Microsoft's dilemma: The importance of the downstream

Microsoft may want to play nice with open source, but it can't until it drops its downstream-unfriendly position on open source.

Matt Asay Contributing Writer
Matt Asay is a veteran technology columnist who has written for CNET, ReadWrite, and other tech media. Asay has also held a variety of executive roles with leading mobile and big data software companies.
Matt Asay
3 min read

The most critical element that emerged from Brad Smith's OSBC keynote is the importance of protecting the downstream. By "downstream" I mean those users who may come into contact with open-source software beyond the immediate licensee. One of the benefits of open source is that once released under a certain license, the code endures under that license.

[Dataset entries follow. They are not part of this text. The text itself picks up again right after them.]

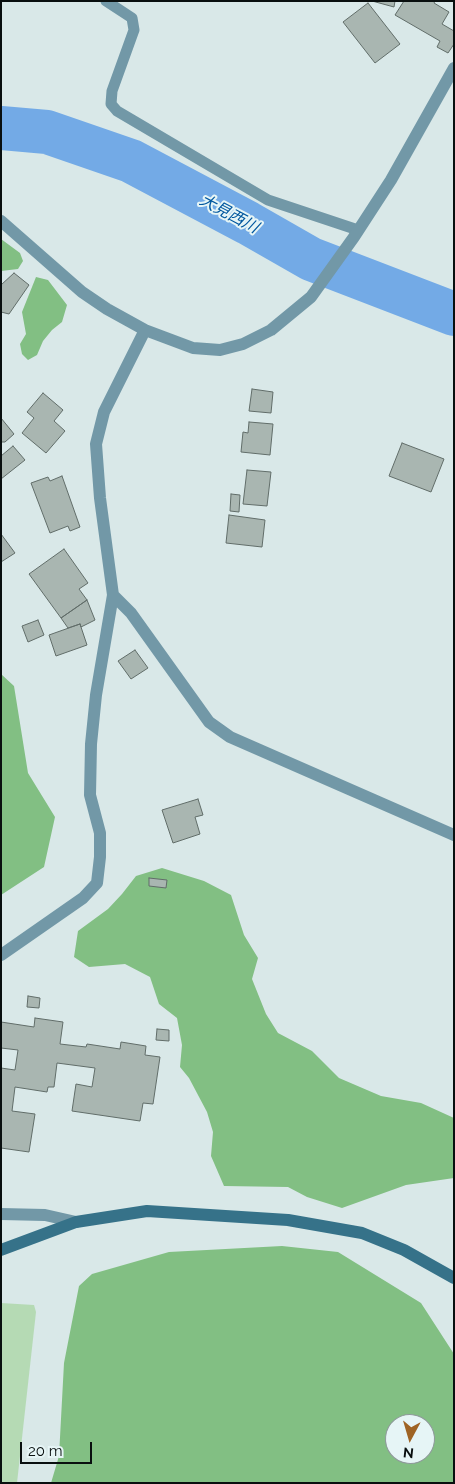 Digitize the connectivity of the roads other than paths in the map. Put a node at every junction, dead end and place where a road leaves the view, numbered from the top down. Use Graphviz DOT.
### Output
graph roads {
  1 [pos="106,1"];
  2 [pos="454,68"];
  3 [pos="1,221"];
  4 [pos="356,234"];
  5 [pos="145,330"];
  6 [pos="113,596"];
  7 [pos="454,836"];
  8 [pos="1,954"];
  9 [pos="1,1214"];
  10 [pos="76,1222"];
  11 [pos="1,1250"];
  12 [pos="454,1278"];
  1 -- 4 [label="lane"];
  2 -- 4 [label="street"];
  3 -- 5 [label="street"];
  4 -- 5 [label="street"];
  5 -- 6 [label="street"];
  6 -- 7 [label="street"];
  6 -- 8 [label="street"];
  9 -- 10 [label="street"];
  10 -- 11 [label="street"];
  10 -- 12 [label="street"];
}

Patents foul the water. As emerged from the question-and-answer period, while Microsoft may prefer to deal with other "cathedrals" (e.g., its agreements with Novell, LG, etc.), in open source you simply can't avoid the bazaar (e.g., downstream developers who may come into contact with the code). This is why at Microsoft's Mix conference, Mozilla's Mike Schroepfer took issue with Miguel de Icaza's suggestion that his Moonlight code is protected from patent claims:

During the discussion, de Icaza explained that anyone who downloaded Moonlight from Novell was protected by the company's licensing of Silverlight codecs from Microsoft through the company's own cross-licensing agreement. Mike Schroepfer, vice president of engineering from Mozilla, then raised the question that if he downloads and then distributes the code for Moonlight, would he get the patent protection?

"There is a patent covenant for anyone that downloads (Moonlight) from Novell," answered de Icaza, who then acknowledged that "as to extending the patents to third parties--you have to talk to Microsoft."

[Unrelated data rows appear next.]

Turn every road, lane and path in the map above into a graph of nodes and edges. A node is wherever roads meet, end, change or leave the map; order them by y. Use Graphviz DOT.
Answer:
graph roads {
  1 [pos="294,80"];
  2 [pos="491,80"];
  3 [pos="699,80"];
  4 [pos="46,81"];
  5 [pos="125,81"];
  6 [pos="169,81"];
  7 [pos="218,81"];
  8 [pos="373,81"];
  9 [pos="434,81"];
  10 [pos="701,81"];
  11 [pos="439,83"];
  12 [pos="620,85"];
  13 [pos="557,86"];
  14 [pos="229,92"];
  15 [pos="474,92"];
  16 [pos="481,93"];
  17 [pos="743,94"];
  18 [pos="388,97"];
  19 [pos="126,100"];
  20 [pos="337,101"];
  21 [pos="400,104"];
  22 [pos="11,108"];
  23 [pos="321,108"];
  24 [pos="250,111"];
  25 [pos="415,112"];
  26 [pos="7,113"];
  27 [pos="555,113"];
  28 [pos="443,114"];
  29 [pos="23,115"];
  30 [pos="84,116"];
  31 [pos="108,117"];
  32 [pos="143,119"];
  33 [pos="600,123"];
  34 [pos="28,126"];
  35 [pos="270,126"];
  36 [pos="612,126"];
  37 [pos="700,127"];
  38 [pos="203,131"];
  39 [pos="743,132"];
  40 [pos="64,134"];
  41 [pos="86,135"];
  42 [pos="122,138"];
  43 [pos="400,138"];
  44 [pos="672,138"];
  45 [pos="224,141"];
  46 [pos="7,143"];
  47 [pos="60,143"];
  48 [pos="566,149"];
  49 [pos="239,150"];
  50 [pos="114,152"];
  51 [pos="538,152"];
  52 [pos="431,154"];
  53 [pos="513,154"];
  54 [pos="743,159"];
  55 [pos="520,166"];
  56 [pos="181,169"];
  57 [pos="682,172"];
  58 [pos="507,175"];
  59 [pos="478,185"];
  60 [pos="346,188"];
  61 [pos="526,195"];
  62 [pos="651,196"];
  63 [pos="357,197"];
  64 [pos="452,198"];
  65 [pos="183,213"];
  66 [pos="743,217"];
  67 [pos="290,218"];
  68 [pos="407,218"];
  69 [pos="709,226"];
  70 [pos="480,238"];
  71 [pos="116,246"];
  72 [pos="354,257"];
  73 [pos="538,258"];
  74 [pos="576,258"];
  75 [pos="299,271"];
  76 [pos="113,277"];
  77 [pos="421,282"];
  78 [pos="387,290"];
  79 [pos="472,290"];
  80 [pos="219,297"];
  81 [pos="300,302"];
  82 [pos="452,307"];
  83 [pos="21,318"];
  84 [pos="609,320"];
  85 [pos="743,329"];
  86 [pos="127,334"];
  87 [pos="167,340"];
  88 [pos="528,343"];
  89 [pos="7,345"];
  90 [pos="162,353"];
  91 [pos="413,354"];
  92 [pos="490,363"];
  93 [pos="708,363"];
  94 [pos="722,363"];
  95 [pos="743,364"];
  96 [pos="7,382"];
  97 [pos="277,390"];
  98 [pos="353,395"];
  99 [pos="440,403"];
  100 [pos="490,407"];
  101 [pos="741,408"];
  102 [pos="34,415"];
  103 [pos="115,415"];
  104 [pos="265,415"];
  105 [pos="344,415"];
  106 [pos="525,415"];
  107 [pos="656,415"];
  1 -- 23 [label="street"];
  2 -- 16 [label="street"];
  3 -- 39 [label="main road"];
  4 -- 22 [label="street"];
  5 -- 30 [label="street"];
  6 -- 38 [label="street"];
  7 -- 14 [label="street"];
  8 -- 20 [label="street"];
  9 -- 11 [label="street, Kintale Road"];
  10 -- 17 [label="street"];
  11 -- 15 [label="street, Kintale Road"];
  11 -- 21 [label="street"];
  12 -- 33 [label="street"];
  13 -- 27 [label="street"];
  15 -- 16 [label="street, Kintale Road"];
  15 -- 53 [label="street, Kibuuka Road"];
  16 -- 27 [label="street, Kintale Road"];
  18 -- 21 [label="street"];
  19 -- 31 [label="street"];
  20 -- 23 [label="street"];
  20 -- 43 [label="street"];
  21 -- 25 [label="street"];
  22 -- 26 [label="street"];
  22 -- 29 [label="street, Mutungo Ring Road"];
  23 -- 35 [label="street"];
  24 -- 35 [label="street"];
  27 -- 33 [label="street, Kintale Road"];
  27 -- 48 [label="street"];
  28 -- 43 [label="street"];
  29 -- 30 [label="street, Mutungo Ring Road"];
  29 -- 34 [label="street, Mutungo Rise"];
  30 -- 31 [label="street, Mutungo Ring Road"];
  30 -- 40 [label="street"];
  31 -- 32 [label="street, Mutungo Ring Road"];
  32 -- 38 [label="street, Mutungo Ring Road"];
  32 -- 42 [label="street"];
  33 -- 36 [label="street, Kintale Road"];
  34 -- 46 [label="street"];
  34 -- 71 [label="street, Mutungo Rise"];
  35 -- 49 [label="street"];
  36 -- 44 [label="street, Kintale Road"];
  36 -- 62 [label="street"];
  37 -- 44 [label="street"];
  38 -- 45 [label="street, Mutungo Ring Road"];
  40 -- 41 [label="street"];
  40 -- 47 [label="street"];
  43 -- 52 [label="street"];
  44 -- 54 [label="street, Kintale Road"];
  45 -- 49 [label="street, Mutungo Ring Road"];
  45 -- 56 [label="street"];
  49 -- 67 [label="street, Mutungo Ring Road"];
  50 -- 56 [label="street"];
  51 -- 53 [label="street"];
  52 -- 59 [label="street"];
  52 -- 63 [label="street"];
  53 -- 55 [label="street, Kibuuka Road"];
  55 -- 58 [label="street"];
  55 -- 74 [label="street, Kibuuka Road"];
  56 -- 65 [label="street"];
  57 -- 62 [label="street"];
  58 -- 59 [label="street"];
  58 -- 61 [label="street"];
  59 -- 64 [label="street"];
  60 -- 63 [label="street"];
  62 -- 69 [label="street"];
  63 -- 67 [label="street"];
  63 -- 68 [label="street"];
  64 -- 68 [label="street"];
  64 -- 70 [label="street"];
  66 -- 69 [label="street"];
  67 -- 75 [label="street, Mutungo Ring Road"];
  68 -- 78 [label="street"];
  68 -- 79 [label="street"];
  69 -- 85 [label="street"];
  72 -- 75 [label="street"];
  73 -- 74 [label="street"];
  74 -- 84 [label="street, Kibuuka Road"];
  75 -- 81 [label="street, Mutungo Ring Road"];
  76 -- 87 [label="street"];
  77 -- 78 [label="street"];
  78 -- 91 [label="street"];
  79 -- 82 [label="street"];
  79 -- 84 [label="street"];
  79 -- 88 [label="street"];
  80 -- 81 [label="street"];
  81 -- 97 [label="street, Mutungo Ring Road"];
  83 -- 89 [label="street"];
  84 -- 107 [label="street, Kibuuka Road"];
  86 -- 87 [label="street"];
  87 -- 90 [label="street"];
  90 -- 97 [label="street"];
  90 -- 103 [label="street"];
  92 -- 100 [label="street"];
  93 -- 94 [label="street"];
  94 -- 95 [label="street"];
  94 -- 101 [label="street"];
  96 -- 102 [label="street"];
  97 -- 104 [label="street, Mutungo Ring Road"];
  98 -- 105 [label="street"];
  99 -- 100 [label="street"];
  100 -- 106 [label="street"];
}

This answer led Schroepfer to point out the inconsistency between having products that are called open source but are "patent-encumbered." "There are a lot of complicated IP patent-licensing restrictions," he said. "Even if you have open-source (products), you can't get the end result you're interested in."

Bingo. I don't blame Miguel for this, and I don't even blame Microsoft for it. It's a difficult issue.

James Bottomley, maintainer of the SCSI subsystem on the Linux kernel, repeatedly pressed Brad on this element of Microsoft's open-source strategy, and Brad/Microsoft lacked a good answer. I'm not sure there is one, other than Microsoft capitulating, which Brad indicated is not an answer.

To work within the open-source community, which Microsoft will absolutely have to do if it wants to remain relevant in the 21st century of the Web, Microsoft must stop polluting the downstream with patent encumbrances. Period. Full stop.

Microsoft is not alone in being threatened by open source. Everyone is to a greater or lesser extent, including open-source companies. MySQL's biggest competitor is not Oracle. It is fee-free use of MySQL. Ditto for other open-source companies.

But Microsoft has acted alone in taking up an aggressive stance against open source. Why? Microsoft has more to gain from open source than it has to lose. As a platform company, there is no reason that it can't be the preferred home for open-source projects. It won't take up that mantle, however, until it stops polluting the downstream, which it implicitly does with each patent-licensing deal that it makes.

I think there are good reasons for Microsoft taking a cagey position on patents, reasons that have nothing to do with open-source developers and have everything to do with billion-dollar street brawls with other cathedrals.

Even so, Microsoft can't live with the cathedrals anymore without protecting the bazaar. Open source doesn't work that way. It's simply not possible.